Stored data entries
━━━━━━

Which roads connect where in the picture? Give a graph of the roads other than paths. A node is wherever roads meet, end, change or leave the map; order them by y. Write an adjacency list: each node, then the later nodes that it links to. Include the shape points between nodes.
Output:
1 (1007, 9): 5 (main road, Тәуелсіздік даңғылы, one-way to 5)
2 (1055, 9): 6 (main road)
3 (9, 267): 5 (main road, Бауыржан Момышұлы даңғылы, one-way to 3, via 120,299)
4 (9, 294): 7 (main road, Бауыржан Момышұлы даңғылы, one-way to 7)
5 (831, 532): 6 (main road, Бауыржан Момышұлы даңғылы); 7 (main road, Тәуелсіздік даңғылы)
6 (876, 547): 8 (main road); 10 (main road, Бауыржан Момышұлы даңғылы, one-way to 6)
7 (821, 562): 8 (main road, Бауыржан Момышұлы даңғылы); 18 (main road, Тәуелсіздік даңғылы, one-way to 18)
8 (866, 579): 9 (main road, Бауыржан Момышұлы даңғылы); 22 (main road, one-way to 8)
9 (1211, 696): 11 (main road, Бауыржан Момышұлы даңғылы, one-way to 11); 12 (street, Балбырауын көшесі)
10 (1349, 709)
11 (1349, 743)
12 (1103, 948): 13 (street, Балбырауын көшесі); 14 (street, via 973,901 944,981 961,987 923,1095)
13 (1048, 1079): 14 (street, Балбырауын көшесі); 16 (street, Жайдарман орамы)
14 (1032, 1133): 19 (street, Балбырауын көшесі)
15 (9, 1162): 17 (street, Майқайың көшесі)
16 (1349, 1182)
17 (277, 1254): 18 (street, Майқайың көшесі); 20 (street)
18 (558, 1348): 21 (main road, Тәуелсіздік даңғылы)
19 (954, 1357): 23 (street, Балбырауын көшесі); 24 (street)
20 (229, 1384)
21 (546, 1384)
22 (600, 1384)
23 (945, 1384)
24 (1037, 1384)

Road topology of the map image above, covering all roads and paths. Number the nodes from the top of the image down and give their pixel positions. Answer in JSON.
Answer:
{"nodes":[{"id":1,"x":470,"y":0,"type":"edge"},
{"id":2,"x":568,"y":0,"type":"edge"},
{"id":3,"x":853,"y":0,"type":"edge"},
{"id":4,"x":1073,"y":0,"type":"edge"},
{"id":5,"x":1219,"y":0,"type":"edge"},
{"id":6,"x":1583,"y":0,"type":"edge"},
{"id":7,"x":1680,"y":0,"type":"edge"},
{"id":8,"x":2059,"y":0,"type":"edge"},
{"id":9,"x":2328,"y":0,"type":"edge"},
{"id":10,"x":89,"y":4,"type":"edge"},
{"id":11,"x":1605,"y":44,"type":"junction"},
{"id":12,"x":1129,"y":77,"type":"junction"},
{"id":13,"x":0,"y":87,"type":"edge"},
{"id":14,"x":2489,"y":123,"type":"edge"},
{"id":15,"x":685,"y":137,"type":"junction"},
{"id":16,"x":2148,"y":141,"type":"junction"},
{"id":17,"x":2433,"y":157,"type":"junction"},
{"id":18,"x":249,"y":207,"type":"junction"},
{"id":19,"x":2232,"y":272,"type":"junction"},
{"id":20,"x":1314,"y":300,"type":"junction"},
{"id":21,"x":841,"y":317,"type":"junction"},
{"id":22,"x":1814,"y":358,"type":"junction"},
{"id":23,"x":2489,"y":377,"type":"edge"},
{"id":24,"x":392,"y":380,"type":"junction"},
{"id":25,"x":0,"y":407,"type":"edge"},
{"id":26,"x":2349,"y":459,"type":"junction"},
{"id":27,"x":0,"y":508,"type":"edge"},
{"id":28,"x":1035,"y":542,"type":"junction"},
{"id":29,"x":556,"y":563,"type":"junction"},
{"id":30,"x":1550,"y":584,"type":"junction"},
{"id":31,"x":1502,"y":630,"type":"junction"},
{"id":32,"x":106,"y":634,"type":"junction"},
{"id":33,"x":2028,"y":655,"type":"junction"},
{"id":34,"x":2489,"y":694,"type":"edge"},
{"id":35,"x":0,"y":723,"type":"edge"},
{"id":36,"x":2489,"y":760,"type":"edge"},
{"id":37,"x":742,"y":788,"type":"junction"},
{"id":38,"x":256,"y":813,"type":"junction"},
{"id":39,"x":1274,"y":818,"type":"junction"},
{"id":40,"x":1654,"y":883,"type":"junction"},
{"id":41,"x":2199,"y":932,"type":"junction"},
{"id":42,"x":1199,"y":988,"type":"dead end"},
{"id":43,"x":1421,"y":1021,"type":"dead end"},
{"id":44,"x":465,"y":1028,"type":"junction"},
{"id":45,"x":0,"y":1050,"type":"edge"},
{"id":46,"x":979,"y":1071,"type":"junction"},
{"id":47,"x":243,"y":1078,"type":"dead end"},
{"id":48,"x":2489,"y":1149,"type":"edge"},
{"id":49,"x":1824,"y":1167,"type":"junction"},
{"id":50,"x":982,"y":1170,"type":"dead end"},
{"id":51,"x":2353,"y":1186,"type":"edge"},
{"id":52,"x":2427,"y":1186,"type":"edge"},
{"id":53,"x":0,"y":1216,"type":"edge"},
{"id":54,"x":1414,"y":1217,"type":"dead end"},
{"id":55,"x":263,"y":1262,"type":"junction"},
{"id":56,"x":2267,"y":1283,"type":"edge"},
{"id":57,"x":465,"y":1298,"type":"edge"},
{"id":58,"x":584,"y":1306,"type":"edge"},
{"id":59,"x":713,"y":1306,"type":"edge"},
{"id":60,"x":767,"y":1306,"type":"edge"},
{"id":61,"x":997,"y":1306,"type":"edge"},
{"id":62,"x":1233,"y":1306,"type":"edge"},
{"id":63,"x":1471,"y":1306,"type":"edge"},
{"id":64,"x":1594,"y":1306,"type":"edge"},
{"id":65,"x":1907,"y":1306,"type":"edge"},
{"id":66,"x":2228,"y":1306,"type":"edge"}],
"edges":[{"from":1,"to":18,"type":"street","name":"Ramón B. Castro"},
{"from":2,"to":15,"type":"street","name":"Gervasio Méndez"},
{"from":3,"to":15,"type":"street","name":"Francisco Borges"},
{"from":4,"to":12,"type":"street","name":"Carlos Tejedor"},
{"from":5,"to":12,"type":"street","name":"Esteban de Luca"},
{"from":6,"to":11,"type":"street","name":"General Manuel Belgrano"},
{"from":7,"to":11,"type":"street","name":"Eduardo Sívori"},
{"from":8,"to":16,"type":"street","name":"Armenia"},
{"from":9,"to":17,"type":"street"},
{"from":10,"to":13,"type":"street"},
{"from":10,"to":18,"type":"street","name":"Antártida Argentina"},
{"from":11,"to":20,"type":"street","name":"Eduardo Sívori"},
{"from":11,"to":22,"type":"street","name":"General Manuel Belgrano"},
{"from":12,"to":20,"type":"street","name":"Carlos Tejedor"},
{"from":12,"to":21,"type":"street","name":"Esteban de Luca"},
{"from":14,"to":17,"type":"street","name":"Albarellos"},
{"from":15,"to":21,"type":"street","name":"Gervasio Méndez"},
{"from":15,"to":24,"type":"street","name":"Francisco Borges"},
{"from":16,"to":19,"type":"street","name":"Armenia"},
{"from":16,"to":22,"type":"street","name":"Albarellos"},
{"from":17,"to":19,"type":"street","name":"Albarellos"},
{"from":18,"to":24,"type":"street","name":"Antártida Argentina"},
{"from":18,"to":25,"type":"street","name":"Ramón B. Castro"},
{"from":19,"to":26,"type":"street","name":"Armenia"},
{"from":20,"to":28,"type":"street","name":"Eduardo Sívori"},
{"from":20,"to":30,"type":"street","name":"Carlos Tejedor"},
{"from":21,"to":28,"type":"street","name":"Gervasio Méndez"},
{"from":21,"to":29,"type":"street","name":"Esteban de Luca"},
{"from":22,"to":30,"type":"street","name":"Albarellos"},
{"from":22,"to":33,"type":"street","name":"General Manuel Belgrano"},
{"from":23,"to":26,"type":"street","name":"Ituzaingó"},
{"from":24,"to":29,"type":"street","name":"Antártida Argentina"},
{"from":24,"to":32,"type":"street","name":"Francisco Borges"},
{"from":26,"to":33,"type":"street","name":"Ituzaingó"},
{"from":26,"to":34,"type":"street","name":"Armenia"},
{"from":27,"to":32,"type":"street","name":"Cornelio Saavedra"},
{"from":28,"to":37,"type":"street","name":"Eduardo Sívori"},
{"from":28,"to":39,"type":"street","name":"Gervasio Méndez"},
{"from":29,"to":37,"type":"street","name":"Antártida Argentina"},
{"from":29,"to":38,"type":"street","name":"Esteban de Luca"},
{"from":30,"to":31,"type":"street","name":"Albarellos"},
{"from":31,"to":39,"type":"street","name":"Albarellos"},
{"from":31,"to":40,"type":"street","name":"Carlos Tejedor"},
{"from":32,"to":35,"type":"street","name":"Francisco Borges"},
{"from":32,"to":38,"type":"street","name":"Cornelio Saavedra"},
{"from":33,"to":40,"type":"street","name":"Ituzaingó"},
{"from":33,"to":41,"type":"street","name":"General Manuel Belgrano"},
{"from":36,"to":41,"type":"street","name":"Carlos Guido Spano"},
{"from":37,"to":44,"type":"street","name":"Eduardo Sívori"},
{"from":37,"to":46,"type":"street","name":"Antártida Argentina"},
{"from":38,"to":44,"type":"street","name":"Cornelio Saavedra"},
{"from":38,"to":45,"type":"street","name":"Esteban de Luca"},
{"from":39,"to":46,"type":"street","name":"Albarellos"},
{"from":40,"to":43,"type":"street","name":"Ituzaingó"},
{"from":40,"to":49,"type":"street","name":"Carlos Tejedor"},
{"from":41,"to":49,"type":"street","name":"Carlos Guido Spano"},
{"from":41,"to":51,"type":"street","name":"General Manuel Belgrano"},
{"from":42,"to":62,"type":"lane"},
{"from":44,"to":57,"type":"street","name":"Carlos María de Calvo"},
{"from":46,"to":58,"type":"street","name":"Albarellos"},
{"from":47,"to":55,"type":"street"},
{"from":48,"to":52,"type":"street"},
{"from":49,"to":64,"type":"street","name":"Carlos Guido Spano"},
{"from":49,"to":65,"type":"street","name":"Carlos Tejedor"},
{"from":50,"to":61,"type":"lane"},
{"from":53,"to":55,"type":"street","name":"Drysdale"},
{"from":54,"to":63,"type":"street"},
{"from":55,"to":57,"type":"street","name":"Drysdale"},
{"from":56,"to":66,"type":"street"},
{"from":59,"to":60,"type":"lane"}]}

━━━━━━

= About this task =
If a line in the records above contains "Carlos", copy that line.

= Your solution =
{"from":4,"to":12,"type":"street","name":"Carlos Tejedor"},
{"from":12,"to":20,"type":"street","name":"Carlos Tejedor"},
{"from":20,"to":30,"type":"street","name":"Carlos Tejedor"},
{"from":31,"to":40,"type":"street","name":"Carlos Tejedor"},
{"from":36,"to":41,"type":"street","name":"Carlos Guido Spano"},
{"from":40,"to":49,"type":"street","name":"Carlos Tejedor"},
{"from":41,"to":49,"type":"street","name":"Carlos Guido Spano"},
{"from":44,"to":57,"type":"street","name":"Carlos María de Calvo"},
{"from":49,"to":64,"type":"street","name":"Carlos Guido Spano"},
{"from":49,"to":65,"type":"street","name":"Carlos Tejedor"},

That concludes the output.